Listed records START

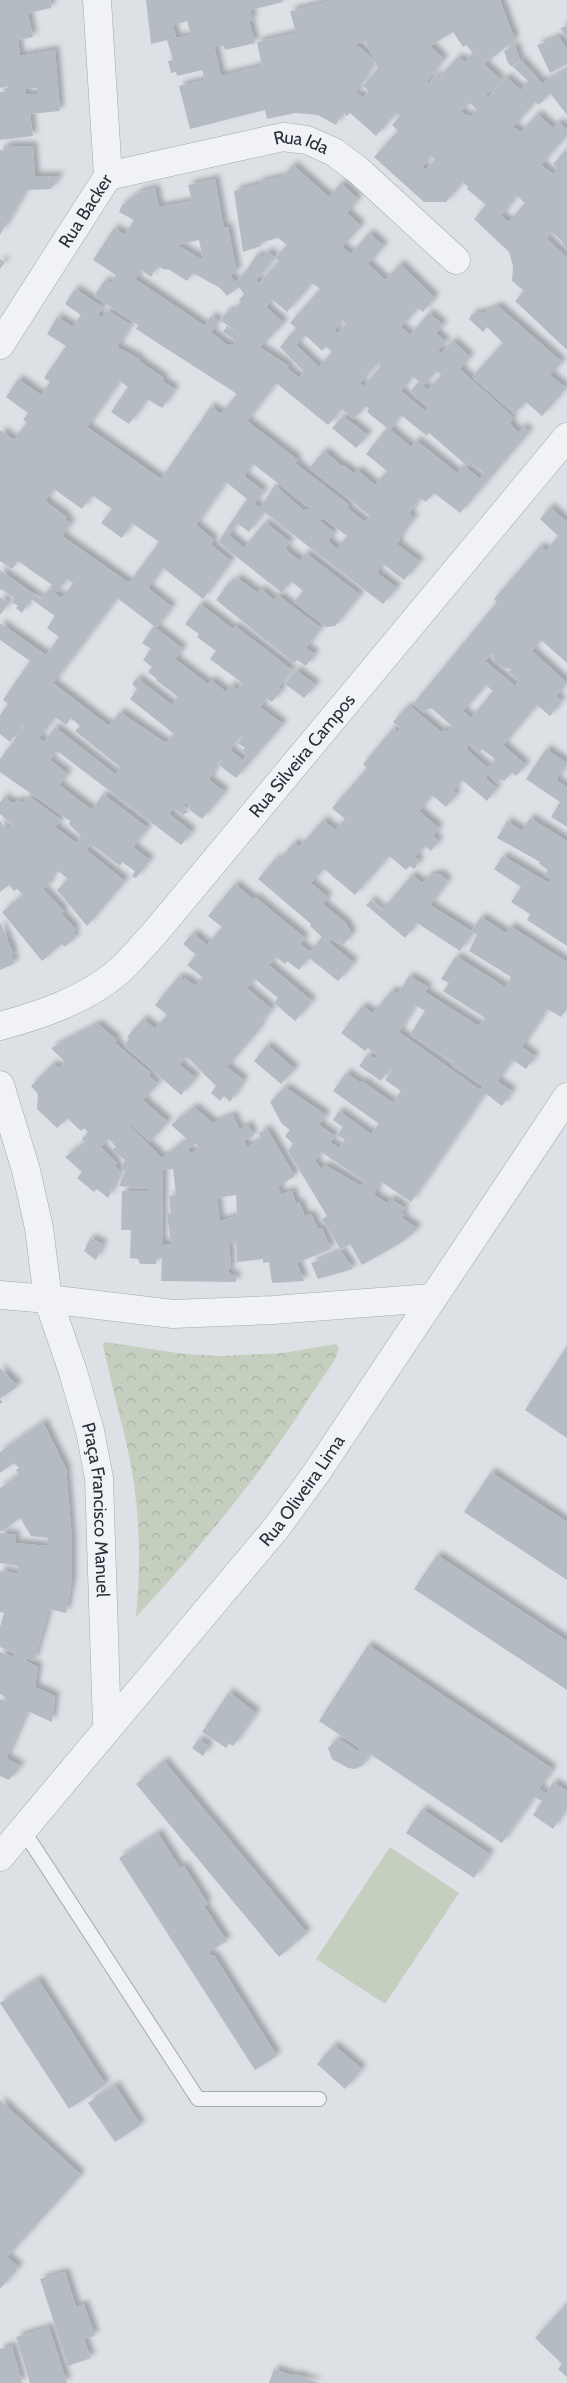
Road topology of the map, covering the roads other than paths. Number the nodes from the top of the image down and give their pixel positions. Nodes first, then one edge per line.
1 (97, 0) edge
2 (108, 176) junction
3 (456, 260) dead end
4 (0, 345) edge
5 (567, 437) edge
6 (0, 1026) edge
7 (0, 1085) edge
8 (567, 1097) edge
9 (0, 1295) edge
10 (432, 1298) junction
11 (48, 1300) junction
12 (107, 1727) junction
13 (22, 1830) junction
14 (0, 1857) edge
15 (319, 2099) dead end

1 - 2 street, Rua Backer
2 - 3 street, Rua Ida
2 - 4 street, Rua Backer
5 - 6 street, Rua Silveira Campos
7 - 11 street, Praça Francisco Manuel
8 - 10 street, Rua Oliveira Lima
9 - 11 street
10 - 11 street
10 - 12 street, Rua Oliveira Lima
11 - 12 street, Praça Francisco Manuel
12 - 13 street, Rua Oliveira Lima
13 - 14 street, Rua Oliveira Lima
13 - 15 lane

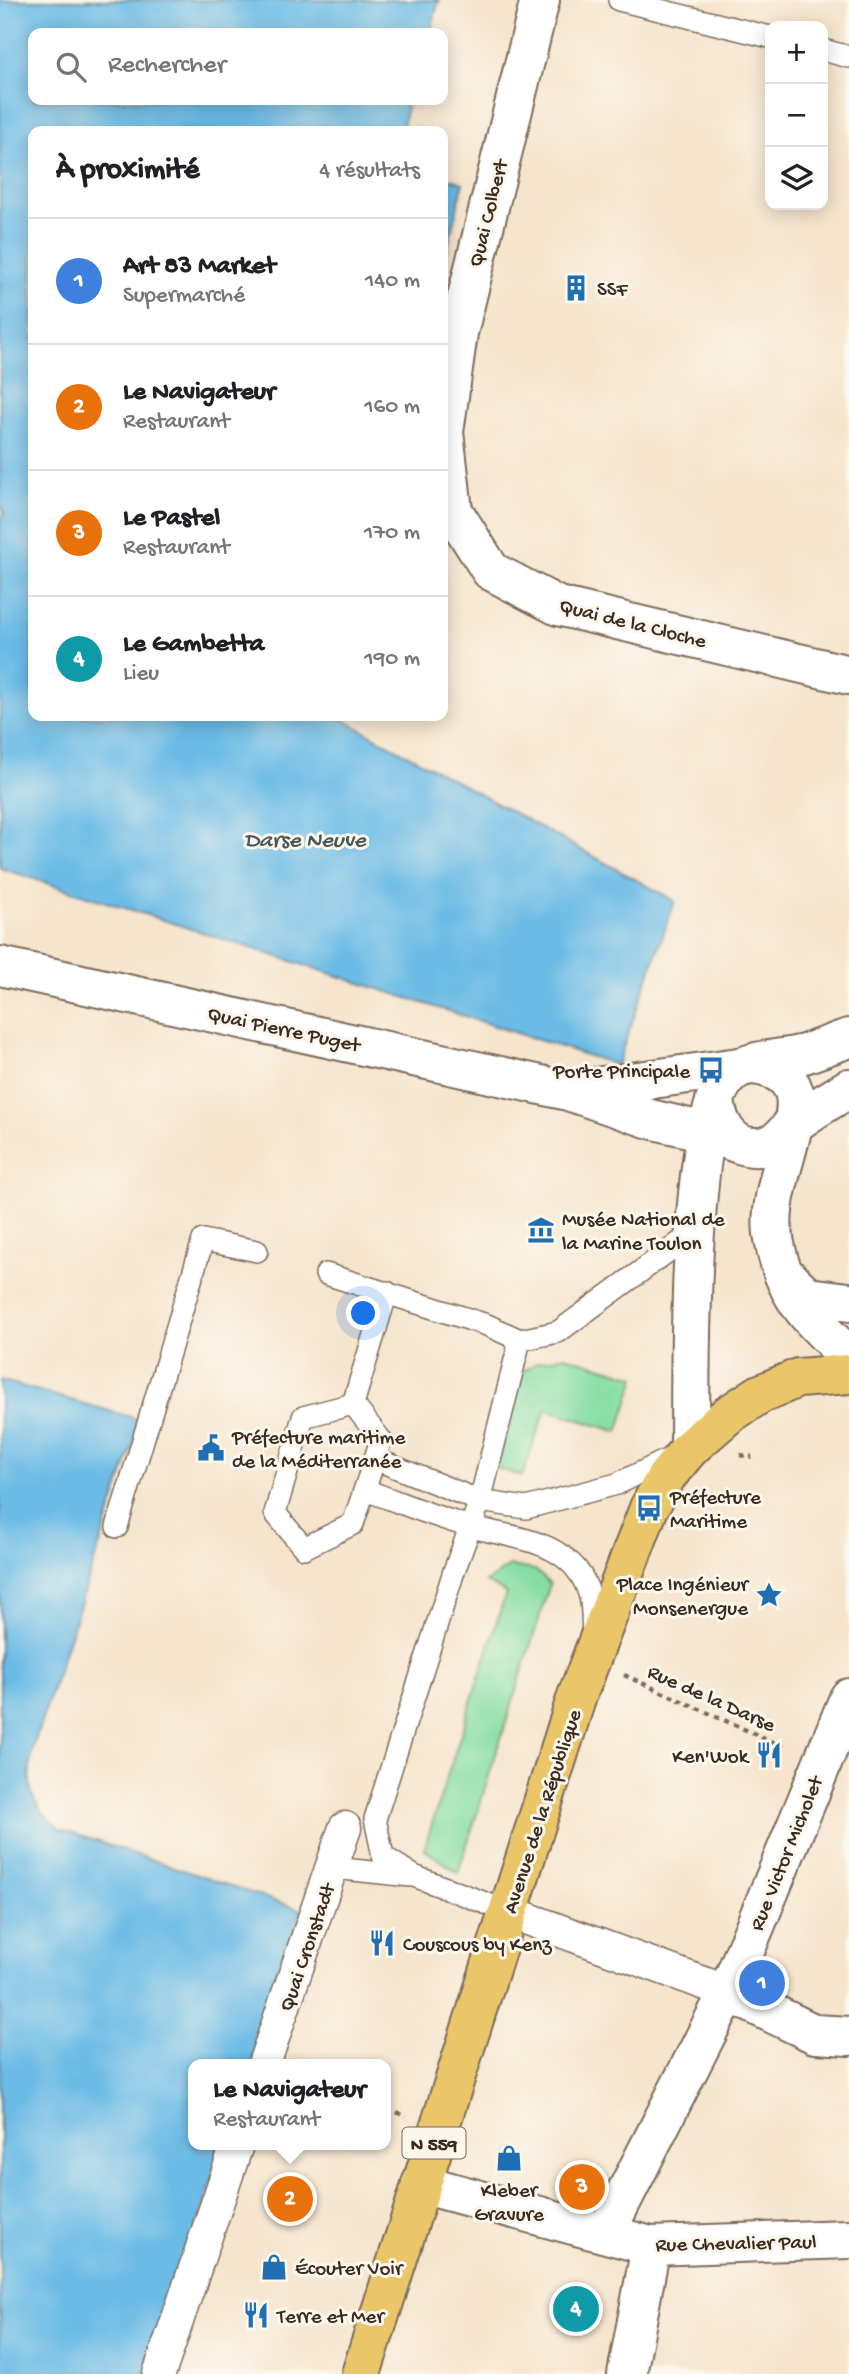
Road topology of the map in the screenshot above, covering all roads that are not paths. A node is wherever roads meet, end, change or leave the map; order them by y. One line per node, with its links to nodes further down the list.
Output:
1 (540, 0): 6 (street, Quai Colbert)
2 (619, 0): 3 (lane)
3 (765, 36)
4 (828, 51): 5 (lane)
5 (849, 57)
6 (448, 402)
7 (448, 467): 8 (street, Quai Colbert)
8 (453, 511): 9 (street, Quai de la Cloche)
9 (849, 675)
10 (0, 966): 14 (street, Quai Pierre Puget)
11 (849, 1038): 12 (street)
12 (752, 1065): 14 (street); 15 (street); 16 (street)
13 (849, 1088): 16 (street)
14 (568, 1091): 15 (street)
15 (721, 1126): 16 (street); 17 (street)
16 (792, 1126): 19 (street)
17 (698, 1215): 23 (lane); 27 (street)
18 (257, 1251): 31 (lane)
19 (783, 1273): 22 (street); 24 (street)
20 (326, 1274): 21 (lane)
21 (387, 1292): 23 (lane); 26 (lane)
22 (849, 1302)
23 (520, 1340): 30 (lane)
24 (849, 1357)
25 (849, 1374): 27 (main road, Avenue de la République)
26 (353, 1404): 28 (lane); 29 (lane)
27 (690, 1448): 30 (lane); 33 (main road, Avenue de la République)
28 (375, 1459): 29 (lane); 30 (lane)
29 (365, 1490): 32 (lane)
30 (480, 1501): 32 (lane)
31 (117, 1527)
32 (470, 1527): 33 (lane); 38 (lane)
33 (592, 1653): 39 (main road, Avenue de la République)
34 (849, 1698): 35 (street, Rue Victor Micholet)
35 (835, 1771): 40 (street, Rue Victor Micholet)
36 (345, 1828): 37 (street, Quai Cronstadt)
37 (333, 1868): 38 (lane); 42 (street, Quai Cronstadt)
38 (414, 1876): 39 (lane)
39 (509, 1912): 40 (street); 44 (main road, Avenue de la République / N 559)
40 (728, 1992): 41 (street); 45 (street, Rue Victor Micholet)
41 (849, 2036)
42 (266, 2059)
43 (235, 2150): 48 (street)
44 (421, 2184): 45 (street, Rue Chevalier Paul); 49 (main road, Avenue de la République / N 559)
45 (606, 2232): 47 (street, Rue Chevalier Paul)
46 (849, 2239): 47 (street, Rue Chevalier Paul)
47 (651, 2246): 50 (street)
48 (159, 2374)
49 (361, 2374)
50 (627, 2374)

Listed records END
Listed records START

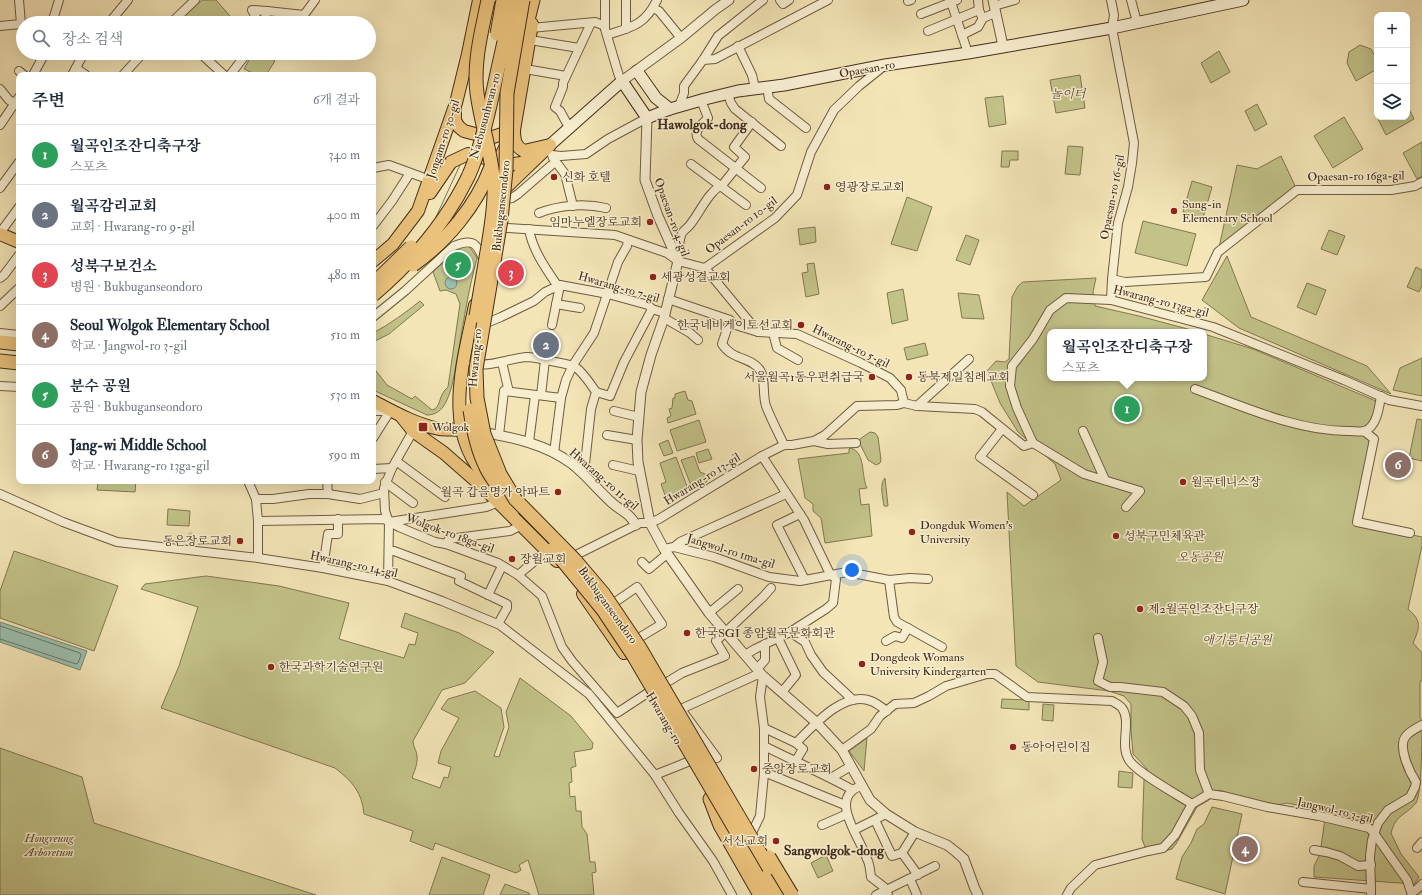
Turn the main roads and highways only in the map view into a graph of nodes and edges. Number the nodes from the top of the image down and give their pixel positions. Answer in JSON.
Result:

Listed records END
Listed records START

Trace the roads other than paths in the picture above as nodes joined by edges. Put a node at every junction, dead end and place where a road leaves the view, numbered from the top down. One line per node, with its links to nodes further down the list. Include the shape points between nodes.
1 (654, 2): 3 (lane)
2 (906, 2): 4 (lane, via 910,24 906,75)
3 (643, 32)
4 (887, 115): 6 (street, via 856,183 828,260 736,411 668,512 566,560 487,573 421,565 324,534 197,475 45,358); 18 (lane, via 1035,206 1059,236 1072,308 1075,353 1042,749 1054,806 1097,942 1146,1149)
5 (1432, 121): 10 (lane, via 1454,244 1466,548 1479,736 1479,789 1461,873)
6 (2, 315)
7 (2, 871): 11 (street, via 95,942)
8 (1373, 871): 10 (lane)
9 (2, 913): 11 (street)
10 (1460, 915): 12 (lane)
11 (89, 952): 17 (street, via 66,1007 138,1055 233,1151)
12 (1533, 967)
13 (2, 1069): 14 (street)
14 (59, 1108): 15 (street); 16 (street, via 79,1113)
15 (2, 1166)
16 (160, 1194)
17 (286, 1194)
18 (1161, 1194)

Listed records END

Goal of the exercise
Reproduce exactly the lines above that run from the one with "Road topology of the map, covering" to the one with "Road topology of the map in", both included, leaving pictures out.

Output for this task
Road topology of the map, covering the roads other than paths. Number the nodes from the top of the image down and give their pixel positions. Nodes first, then one edge per line.
1 (97, 0) edge
2 (108, 176) junction
3 (456, 260) dead end
4 (0, 345) edge
5 (567, 437) edge
6 (0, 1026) edge
7 (0, 1085) edge
8 (567, 1097) edge
9 (0, 1295) edge
10 (432, 1298) junction
11 (48, 1300) junction
12 (107, 1727) junction
13 (22, 1830) junction
14 (0, 1857) edge
15 (319, 2099) dead end

1 - 2 street, Rua Backer
2 - 3 street, Rua Ida
2 - 4 street, Rua Backer
5 - 6 street, Rua Silveira Campos
7 - 11 street, Praça Francisco Manuel
8 - 10 street, Rua Oliveira Lima
9 - 11 street
10 - 11 street
10 - 12 street, Rua Oliveira Lima
11 - 12 street, Praça Francisco Manuel
12 - 13 street, Rua Oliveira Lima
13 - 14 street, Rua Oliveira Lima
13 - 15 lane

Road topology of the map in the screenshot above, covering all roads that are not paths. A node is wherever roads meet, end, change or leave the map; order them by y. One line per node, with its links to nodes further down the list.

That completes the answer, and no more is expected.